*** Block opens ***
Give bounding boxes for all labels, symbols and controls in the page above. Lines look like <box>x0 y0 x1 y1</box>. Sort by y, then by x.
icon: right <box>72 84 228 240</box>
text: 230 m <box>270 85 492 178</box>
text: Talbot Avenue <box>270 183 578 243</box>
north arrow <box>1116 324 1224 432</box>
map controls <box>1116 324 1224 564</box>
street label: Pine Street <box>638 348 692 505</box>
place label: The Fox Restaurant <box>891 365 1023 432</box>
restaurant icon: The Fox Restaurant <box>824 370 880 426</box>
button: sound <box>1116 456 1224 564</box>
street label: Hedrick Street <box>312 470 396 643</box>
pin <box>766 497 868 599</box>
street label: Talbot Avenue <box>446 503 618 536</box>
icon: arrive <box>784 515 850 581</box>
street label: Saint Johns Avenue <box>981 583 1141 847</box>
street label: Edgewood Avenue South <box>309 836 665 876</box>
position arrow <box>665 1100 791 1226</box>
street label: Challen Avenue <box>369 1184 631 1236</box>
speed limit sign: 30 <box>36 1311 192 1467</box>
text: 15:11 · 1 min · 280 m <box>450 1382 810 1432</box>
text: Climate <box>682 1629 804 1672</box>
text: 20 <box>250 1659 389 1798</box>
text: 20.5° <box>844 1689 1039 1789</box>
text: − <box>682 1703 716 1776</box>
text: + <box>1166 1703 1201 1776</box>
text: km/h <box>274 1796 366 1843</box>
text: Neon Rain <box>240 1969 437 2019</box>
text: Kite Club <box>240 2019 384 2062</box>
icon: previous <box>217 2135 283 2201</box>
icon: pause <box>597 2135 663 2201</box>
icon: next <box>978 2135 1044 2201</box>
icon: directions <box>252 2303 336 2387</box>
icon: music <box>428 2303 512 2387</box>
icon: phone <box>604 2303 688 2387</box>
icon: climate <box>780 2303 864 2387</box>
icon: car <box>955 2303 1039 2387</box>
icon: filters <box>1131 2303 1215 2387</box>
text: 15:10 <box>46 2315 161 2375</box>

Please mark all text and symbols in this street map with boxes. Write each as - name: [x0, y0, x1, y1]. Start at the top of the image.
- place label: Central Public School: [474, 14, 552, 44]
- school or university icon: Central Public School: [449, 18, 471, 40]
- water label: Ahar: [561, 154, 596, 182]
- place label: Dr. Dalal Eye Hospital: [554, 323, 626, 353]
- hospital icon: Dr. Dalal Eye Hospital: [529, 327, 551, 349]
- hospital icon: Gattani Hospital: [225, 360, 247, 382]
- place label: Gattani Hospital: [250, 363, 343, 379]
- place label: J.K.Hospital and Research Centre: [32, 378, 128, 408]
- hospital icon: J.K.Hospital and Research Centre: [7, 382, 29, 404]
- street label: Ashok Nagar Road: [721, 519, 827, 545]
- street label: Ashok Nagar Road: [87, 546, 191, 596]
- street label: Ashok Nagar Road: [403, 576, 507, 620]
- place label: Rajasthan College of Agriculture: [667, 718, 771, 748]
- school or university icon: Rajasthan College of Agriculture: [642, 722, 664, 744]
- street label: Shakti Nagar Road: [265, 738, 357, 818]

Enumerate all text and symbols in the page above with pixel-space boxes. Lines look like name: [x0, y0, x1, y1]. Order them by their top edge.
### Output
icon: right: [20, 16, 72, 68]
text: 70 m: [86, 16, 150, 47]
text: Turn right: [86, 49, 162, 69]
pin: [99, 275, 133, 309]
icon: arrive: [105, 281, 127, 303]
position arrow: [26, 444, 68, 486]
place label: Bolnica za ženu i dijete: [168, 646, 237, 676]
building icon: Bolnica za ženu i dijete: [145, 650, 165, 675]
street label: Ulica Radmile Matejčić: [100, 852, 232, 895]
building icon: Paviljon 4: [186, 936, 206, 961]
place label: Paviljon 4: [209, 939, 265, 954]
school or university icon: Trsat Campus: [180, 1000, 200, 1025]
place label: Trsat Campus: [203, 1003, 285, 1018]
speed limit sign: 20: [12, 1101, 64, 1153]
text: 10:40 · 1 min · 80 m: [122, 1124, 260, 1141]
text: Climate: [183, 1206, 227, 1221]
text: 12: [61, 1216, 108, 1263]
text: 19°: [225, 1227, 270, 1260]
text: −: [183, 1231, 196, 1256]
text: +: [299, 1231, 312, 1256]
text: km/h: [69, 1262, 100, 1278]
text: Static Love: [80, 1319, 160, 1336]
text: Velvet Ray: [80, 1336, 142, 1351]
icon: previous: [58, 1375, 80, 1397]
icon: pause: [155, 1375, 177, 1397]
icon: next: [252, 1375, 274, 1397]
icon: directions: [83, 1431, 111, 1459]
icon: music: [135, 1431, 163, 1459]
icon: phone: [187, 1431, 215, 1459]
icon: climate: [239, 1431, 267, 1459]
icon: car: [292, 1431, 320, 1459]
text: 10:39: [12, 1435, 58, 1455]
*** Block closes ***
Restate the full listing word for word, leaving out nothing.

**Exercise response:**
Give bounding boxes for all labels, symbols and controls in the page above. Lines look like <box>x0 y0 x1 y1</box>. Sort by y, then by x.
icon: right <box>72 84 228 240</box>
text: 230 m <box>270 85 492 178</box>
text: Talbot Avenue <box>270 183 578 243</box>
north arrow <box>1116 324 1224 432</box>
map controls <box>1116 324 1224 564</box>
street label: Pine Street <box>638 348 692 505</box>
place label: The Fox Restaurant <box>891 365 1023 432</box>
restaurant icon: The Fox Restaurant <box>824 370 880 426</box>
button: sound <box>1116 456 1224 564</box>
street label: Hedrick Street <box>312 470 396 643</box>
pin <box>766 497 868 599</box>
street label: Talbot Avenue <box>446 503 618 536</box>
icon: arrive <box>784 515 850 581</box>
street label: Saint Johns Avenue <box>981 583 1141 847</box>
street label: Edgewood Avenue South <box>309 836 665 876</box>
position arrow <box>665 1100 791 1226</box>
street label: Challen Avenue <box>369 1184 631 1236</box>
speed limit sign: 30 <box>36 1311 192 1467</box>
text: 15:11 · 1 min · 280 m <box>450 1382 810 1432</box>
text: Climate <box>682 1629 804 1672</box>
text: 20 <box>250 1659 389 1798</box>
text: 20.5° <box>844 1689 1039 1789</box>
text: − <box>682 1703 716 1776</box>
text: + <box>1166 1703 1201 1776</box>
text: km/h <box>274 1796 366 1843</box>
text: Neon Rain <box>240 1969 437 2019</box>
text: Kite Club <box>240 2019 384 2062</box>
icon: previous <box>217 2135 283 2201</box>
icon: pause <box>597 2135 663 2201</box>
icon: next <box>978 2135 1044 2201</box>
icon: directions <box>252 2303 336 2387</box>
icon: music <box>428 2303 512 2387</box>
icon: phone <box>604 2303 688 2387</box>
icon: climate <box>780 2303 864 2387</box>
icon: car <box>955 2303 1039 2387</box>
icon: filters <box>1131 2303 1215 2387</box>
text: 15:10 <box>46 2315 161 2375</box>

Please mark all text and symbols in this street map with boxes. Write each as - name: [x0, y0, x1, y1]. Start at the top of the image.
- place label: Central Public School: [474, 14, 552, 44]
- school or university icon: Central Public School: [449, 18, 471, 40]
- water label: Ahar: [561, 154, 596, 182]
- place label: Dr. Dalal Eye Hospital: [554, 323, 626, 353]
- hospital icon: Dr. Dalal Eye Hospital: [529, 327, 551, 349]
- hospital icon: Gattani Hospital: [225, 360, 247, 382]
- place label: Gattani Hospital: [250, 363, 343, 379]
- place label: J.K.Hospital and Research Centre: [32, 378, 128, 408]
- hospital icon: J.K.Hospital and Research Centre: [7, 382, 29, 404]
- street label: Ashok Nagar Road: [721, 519, 827, 545]
- street label: Ashok Nagar Road: [87, 546, 191, 596]
- street label: Ashok Nagar Road: [403, 576, 507, 620]
- place label: Rajasthan College of Agriculture: [667, 718, 771, 748]
- school or university icon: Rajasthan College of Agriculture: [642, 722, 664, 744]
- street label: Shakti Nagar Road: [265, 738, 357, 818]

Enumerate all text and symbols in the page above with pixel-space boxes. Lines look like name: [x0, y0, x1, y1]. Order them by their top edge.
### Output
icon: right: [20, 16, 72, 68]
text: 70 m: [86, 16, 150, 47]
text: Turn right: [86, 49, 162, 69]
pin: [99, 275, 133, 309]
icon: arrive: [105, 281, 127, 303]
position arrow: [26, 444, 68, 486]
place label: Bolnica za ženu i dijete: [168, 646, 237, 676]
building icon: Bolnica za ženu i dijete: [145, 650, 165, 675]
street label: Ulica Radmile Matejčić: [100, 852, 232, 895]
building icon: Paviljon 4: [186, 936, 206, 961]
place label: Paviljon 4: [209, 939, 265, 954]
school or university icon: Trsat Campus: [180, 1000, 200, 1025]
place label: Trsat Campus: [203, 1003, 285, 1018]
speed limit sign: 20: [12, 1101, 64, 1153]
text: 10:40 · 1 min · 80 m: [122, 1124, 260, 1141]
text: Climate: [183, 1206, 227, 1221]
text: 12: [61, 1216, 108, 1263]
text: 19°: [225, 1227, 270, 1260]
text: −: [183, 1231, 196, 1256]
text: +: [299, 1231, 312, 1256]
text: km/h: [69, 1262, 100, 1278]
text: Static Love: [80, 1319, 160, 1336]
text: Velvet Ray: [80, 1336, 142, 1351]
icon: previous: [58, 1375, 80, 1397]
icon: pause: [155, 1375, 177, 1397]
icon: next: [252, 1375, 274, 1397]
icon: directions: [83, 1431, 111, 1459]
icon: music: [135, 1431, 163, 1459]
icon: phone: [187, 1431, 215, 1459]
icon: climate: [239, 1431, 267, 1459]
icon: car: [292, 1431, 320, 1459]
text: 10:39: [12, 1435, 58, 1455]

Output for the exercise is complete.